The reductions in some out-of-pocket charges faced by those who do not have medical cards is a welcome step. During the recession, these charges were increased significantly. For example, the drug payments scheme threshold rose from €85 a month in 2007 to €144 a month, the emergency department charge (without a GP referral) rose from €60 to €100, and the statutory bed charge increased from €60 a night to €80, while the prescription charge for medical card holders was introduced in 2010 and subsequently increased. This rise in out-of-pocket charges was one contributory factor (though there were others, including a sharp increase in private health insurance premiums) to an increase in the proportion of health funding coming from private sources from 21 per cent in 2008 to 31 per cent in 2014. Reversing these measures will unwind some of the burden of cost-shifting and reduce or remove regressive charges.

This is where the funding issue comes in. Total healthcare spending in Ireland in 2014 was €19.1 billion, of which nearly €6 billion came from private funding mechanisms. The committee's proposals will require a significant increase in public funding, but this should be partly offset by a reduction in private funding.

The report talks about transitional funding of €3 billion over six years, which includes €1.23 billion under the heading of “Renovation and Hospital Bed Capacity”. A hospital bed capacity review is under way, but €1.23 billion might not yield a sufficient increase in capacity, particularly when one considers that the new National Children’s Hospital is expected to cost about €1 billion.

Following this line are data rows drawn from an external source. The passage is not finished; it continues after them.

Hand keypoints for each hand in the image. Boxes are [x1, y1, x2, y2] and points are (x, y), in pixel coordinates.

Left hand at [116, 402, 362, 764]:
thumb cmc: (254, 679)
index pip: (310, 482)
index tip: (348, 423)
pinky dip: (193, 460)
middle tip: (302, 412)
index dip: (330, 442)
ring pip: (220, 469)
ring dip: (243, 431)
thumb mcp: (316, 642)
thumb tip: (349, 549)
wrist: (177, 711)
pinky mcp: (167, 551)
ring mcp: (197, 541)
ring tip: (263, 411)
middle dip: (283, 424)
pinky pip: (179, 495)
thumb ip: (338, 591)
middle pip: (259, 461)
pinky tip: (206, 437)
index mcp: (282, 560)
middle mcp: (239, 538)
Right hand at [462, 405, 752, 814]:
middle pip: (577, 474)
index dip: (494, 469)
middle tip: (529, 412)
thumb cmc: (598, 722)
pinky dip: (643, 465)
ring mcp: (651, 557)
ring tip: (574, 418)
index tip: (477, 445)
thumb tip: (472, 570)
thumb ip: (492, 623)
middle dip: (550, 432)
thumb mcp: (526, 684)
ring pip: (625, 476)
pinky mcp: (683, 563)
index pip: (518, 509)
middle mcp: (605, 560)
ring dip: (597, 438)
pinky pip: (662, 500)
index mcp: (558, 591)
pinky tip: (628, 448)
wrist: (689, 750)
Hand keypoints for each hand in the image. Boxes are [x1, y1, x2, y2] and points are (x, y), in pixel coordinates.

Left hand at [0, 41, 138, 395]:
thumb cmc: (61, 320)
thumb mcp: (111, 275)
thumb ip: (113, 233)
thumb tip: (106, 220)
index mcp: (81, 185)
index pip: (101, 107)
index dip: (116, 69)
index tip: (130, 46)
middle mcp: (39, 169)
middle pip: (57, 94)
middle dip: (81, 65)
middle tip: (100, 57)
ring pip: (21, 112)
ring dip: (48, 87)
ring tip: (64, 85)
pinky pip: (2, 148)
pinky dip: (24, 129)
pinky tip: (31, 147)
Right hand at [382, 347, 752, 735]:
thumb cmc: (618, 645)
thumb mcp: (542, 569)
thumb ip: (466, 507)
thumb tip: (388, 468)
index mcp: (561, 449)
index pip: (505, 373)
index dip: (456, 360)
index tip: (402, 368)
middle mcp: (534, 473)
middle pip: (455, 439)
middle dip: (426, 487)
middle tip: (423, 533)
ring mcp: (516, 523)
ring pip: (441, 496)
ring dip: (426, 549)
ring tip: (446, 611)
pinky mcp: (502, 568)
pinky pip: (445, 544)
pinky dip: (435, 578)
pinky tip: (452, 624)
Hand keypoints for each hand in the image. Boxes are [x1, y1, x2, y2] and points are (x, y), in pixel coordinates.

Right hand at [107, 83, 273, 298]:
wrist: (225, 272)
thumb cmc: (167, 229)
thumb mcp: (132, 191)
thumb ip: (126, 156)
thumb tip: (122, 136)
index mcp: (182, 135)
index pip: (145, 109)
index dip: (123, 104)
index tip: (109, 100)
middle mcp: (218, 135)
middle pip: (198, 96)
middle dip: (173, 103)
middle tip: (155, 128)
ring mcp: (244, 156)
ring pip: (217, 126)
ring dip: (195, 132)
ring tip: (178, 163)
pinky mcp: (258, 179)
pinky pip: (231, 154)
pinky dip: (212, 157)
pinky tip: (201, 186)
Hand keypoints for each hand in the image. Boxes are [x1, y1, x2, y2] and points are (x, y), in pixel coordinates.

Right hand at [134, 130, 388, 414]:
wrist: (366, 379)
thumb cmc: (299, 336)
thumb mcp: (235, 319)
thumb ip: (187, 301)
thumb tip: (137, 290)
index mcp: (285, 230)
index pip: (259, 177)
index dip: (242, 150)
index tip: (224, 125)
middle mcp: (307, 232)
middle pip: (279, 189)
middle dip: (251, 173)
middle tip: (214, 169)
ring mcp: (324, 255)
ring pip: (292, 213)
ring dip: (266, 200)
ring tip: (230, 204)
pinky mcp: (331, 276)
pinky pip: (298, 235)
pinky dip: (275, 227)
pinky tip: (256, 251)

A further €2.8 billion over 10 years is earmarked to build up capacity, increase entitlements to primary and social care, and reduce out-of-pocket payments. This represents an average of €280 million a year over the next decade, which again sounds perhaps a little bit optimistic, particularly in the context of out-of-pocket spending of almost €3 billion in 2014.

In summary, I welcome this report, and I commend the committee on its work, but the hard work is only now beginning. Implementing – and paying for – the proposals will be the true test which, if passed, will get the health system to a better place in 10 years’ time.